Exercise directions: Nothing in the entries may change when you repeat them, and no images may appear.

Data shown:
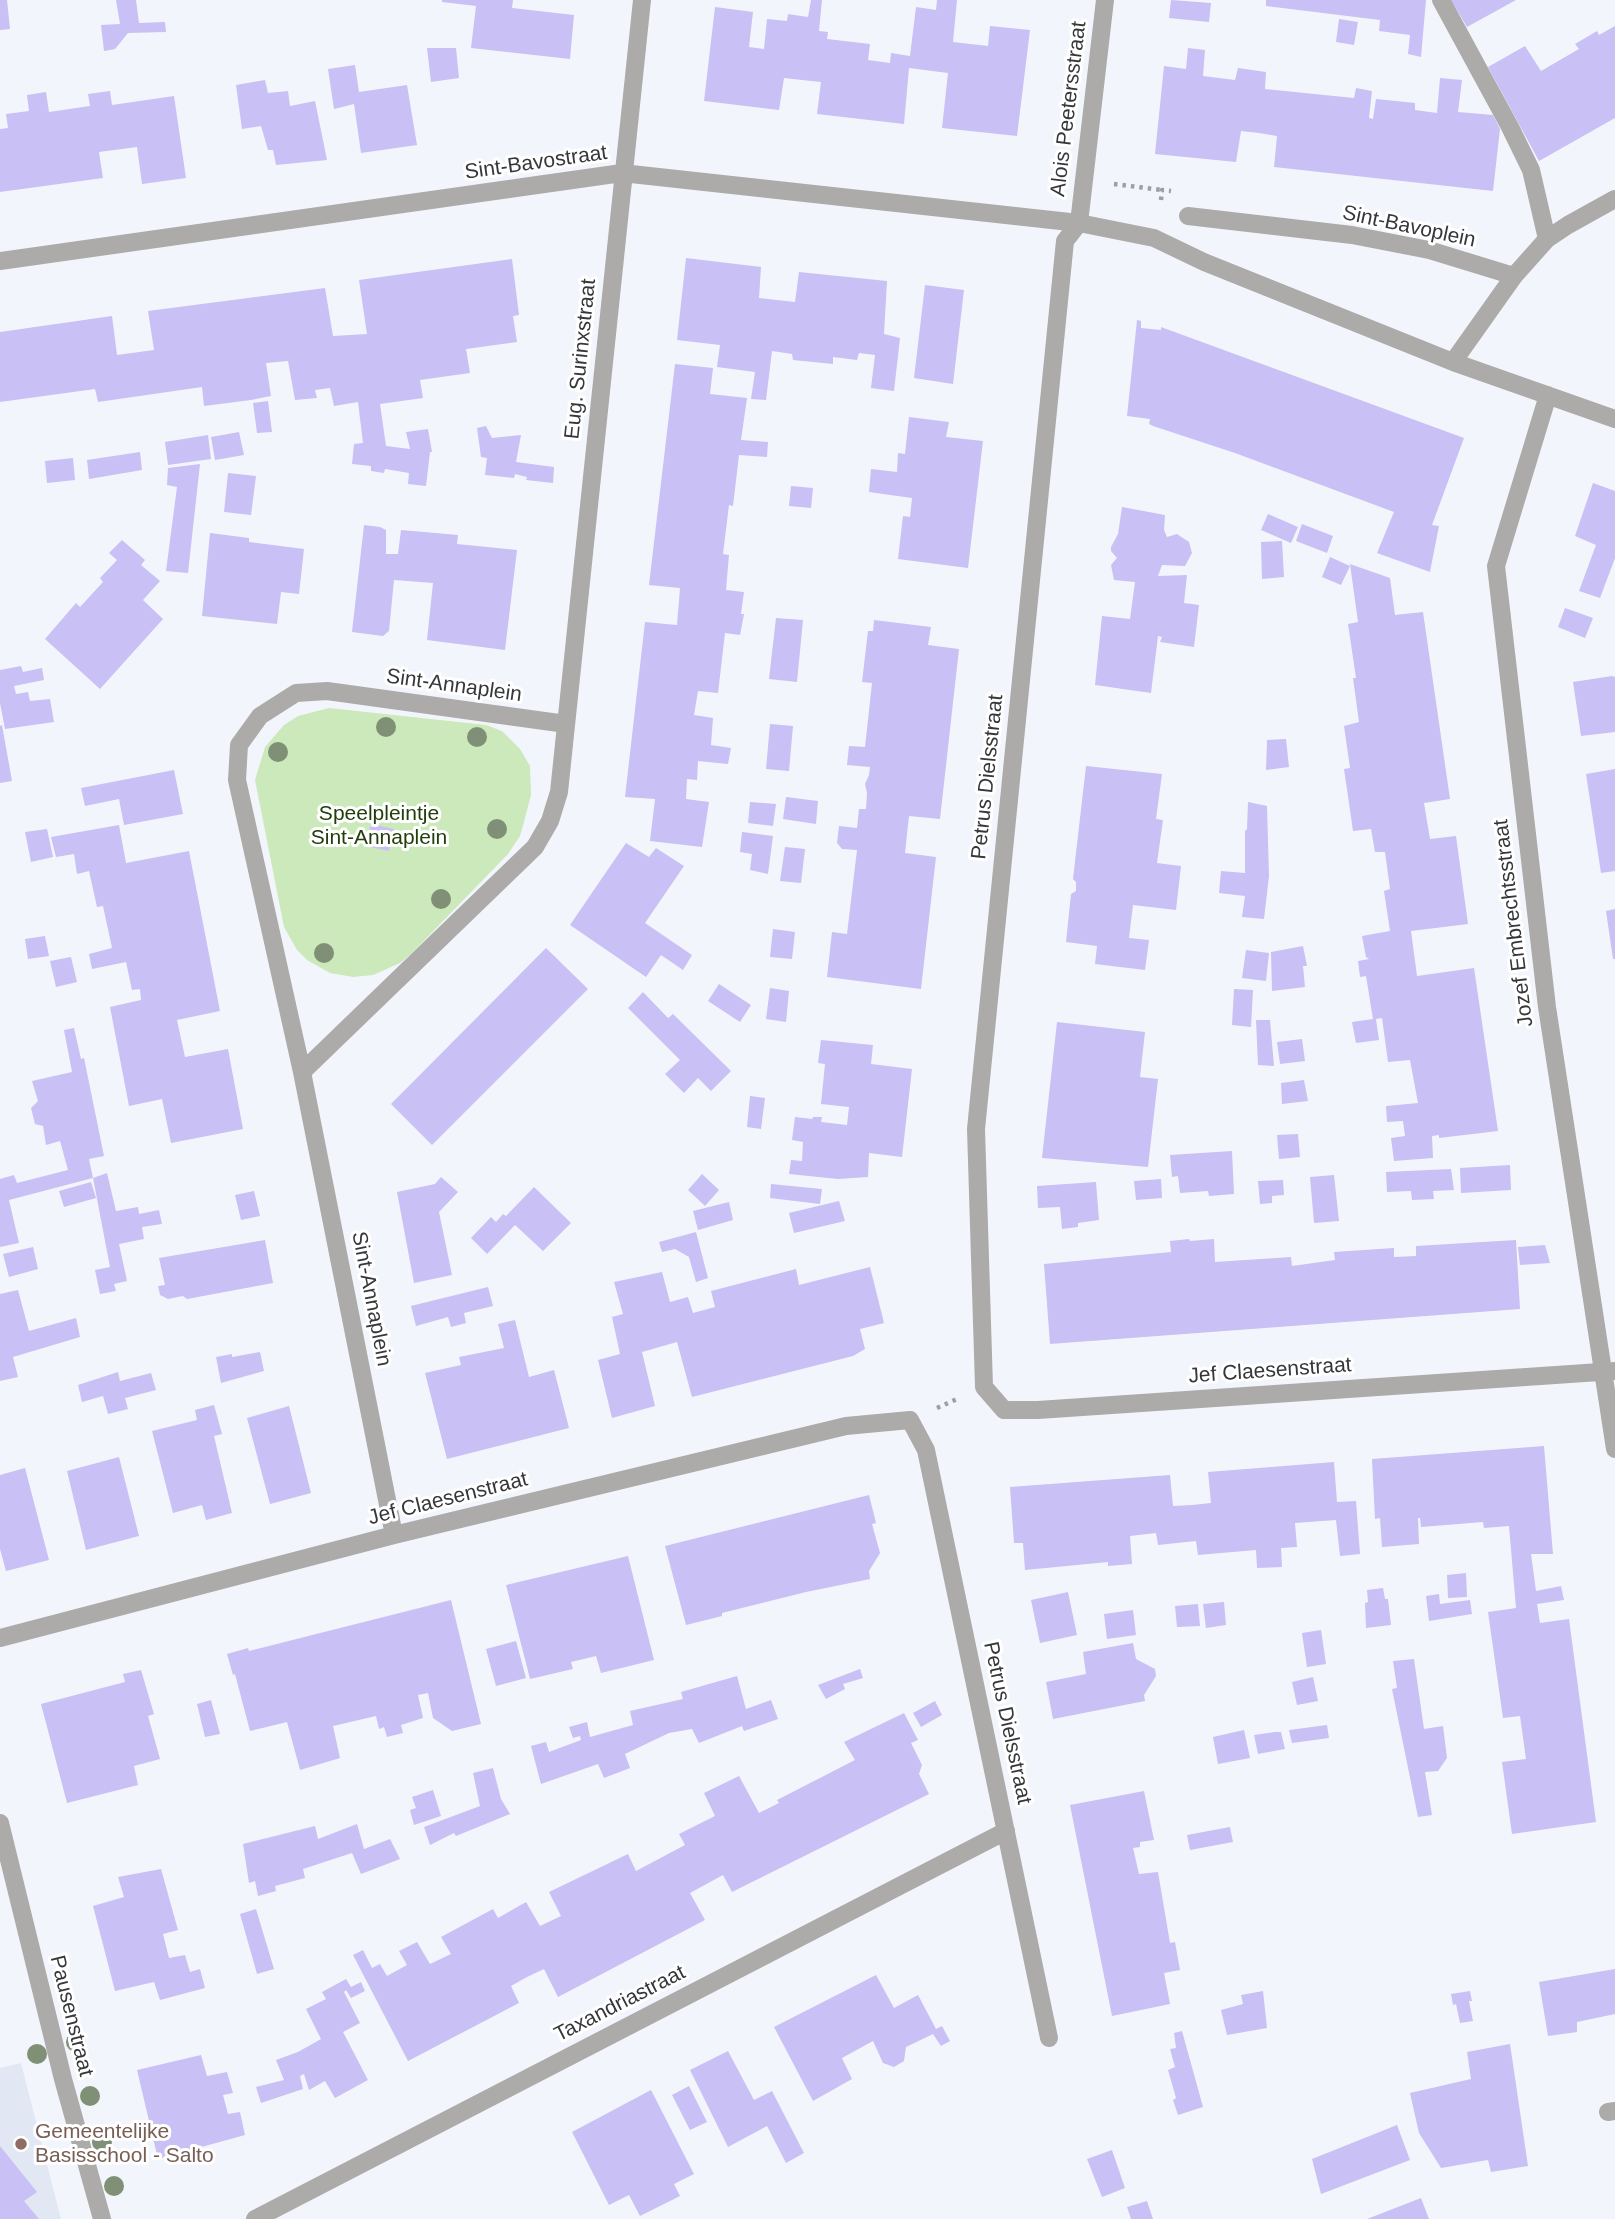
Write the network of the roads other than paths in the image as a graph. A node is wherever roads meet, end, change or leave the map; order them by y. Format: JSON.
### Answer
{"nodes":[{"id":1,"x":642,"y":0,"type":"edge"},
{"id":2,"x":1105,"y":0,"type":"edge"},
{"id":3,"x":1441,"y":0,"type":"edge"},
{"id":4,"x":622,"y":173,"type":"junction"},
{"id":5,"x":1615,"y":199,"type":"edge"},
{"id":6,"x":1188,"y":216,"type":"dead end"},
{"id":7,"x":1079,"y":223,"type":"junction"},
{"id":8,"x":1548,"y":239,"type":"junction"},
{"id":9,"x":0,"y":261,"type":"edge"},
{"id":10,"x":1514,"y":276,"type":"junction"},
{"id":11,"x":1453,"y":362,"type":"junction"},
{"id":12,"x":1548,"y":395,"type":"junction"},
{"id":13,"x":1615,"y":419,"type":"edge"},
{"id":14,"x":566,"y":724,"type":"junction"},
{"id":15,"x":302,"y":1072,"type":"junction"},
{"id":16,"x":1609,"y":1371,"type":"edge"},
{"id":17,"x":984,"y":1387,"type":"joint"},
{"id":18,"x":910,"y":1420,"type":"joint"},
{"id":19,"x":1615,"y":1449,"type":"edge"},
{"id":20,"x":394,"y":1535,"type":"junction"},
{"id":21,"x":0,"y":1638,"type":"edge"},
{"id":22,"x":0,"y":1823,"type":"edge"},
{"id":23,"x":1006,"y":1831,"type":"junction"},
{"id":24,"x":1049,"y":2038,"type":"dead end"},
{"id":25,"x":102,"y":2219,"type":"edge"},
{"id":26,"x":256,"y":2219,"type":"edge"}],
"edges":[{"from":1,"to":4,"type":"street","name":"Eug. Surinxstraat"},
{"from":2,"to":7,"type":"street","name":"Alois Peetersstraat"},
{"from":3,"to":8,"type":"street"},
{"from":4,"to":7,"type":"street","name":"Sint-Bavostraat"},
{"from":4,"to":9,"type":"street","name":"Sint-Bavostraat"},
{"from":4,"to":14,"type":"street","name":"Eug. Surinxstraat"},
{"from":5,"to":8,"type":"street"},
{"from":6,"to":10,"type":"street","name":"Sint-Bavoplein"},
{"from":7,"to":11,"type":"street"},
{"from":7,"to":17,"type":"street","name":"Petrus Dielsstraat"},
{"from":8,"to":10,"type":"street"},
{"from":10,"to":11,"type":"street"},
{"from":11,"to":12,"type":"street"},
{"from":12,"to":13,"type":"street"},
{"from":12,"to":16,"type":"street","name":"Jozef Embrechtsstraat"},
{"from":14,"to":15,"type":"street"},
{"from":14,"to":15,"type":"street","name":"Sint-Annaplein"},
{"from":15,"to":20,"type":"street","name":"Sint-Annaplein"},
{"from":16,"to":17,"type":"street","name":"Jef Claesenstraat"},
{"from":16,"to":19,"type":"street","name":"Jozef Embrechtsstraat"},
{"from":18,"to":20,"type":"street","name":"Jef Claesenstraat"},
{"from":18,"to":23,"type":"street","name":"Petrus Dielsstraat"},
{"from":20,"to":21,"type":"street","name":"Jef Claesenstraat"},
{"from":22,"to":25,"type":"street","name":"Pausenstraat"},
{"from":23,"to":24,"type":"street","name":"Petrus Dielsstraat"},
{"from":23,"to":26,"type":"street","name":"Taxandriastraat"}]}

Written solution:
Write the network of the roads other than paths in the image as a graph. A node is wherever roads meet, end, change or leave the map; order them by y. Format: JSON.
### Answer
{"nodes":[{"id":1,"x":642,"y":0,"type":"edge"},
{"id":2,"x":1105,"y":0,"type":"edge"},
{"id":3,"x":1441,"y":0,"type":"edge"},
{"id":4,"x":622,"y":173,"type":"junction"},
{"id":5,"x":1615,"y":199,"type":"edge"},
{"id":6,"x":1188,"y":216,"type":"dead end"},
{"id":7,"x":1079,"y":223,"type":"junction"},
{"id":8,"x":1548,"y":239,"type":"junction"},
{"id":9,"x":0,"y":261,"type":"edge"},
{"id":10,"x":1514,"y":276,"type":"junction"},
{"id":11,"x":1453,"y":362,"type":"junction"},
{"id":12,"x":1548,"y":395,"type":"junction"},
{"id":13,"x":1615,"y":419,"type":"edge"},
{"id":14,"x":566,"y":724,"type":"junction"},
{"id":15,"x":302,"y":1072,"type":"junction"},
{"id":16,"x":1609,"y":1371,"type":"edge"},
{"id":17,"x":984,"y":1387,"type":"joint"},
{"id":18,"x":910,"y":1420,"type":"joint"},
{"id":19,"x":1615,"y":1449,"type":"edge"},
{"id":20,"x":394,"y":1535,"type":"junction"},
{"id":21,"x":0,"y":1638,"type":"edge"},
{"id":22,"x":0,"y":1823,"type":"edge"},
{"id":23,"x":1006,"y":1831,"type":"junction"},
{"id":24,"x":1049,"y":2038,"type":"dead end"},
{"id":25,"x":102,"y":2219,"type":"edge"},
{"id":26,"x":256,"y":2219,"type":"edge"}],
"edges":[{"from":1,"to":4,"type":"street","name":"Eug. Surinxstraat"},
{"from":2,"to":7,"type":"street","name":"Alois Peetersstraat"},
{"from":3,"to":8,"type":"street"},
{"from":4,"to":7,"type":"street","name":"Sint-Bavostraat"},
{"from":4,"to":9,"type":"street","name":"Sint-Bavostraat"},
{"from":4,"to":14,"type":"street","name":"Eug. Surinxstraat"},
{"from":5,"to":8,"type":"street"},
{"from":6,"to":10,"type":"street","name":"Sint-Bavoplein"},
{"from":7,"to":11,"type":"street"},
{"from":7,"to":17,"type":"street","name":"Petrus Dielsstraat"},
{"from":8,"to":10,"type":"street"},
{"from":10,"to":11,"type":"street"},
{"from":11,"to":12,"type":"street"},
{"from":12,"to":13,"type":"street"},
{"from":12,"to":16,"type":"street","name":"Jozef Embrechtsstraat"},
{"from":14,"to":15,"type":"street"},
{"from":14,"to":15,"type":"street","name":"Sint-Annaplein"},
{"from":15,"to":20,"type":"street","name":"Sint-Annaplein"},
{"from":16,"to":17,"type":"street","name":"Jef Claesenstraat"},
{"from":16,"to":19,"type":"street","name":"Jozef Embrechtsstraat"},
{"from":18,"to":20,"type":"street","name":"Jef Claesenstraat"},
{"from":18,"to":23,"type":"street","name":"Petrus Dielsstraat"},
{"from":20,"to":21,"type":"street","name":"Jef Claesenstraat"},
{"from":22,"to":25,"type":"street","name":"Pausenstraat"},
{"from":23,"to":24,"type":"street","name":"Petrus Dielsstraat"},
{"from":23,"to":26,"type":"street","name":"Taxandriastraat"}]}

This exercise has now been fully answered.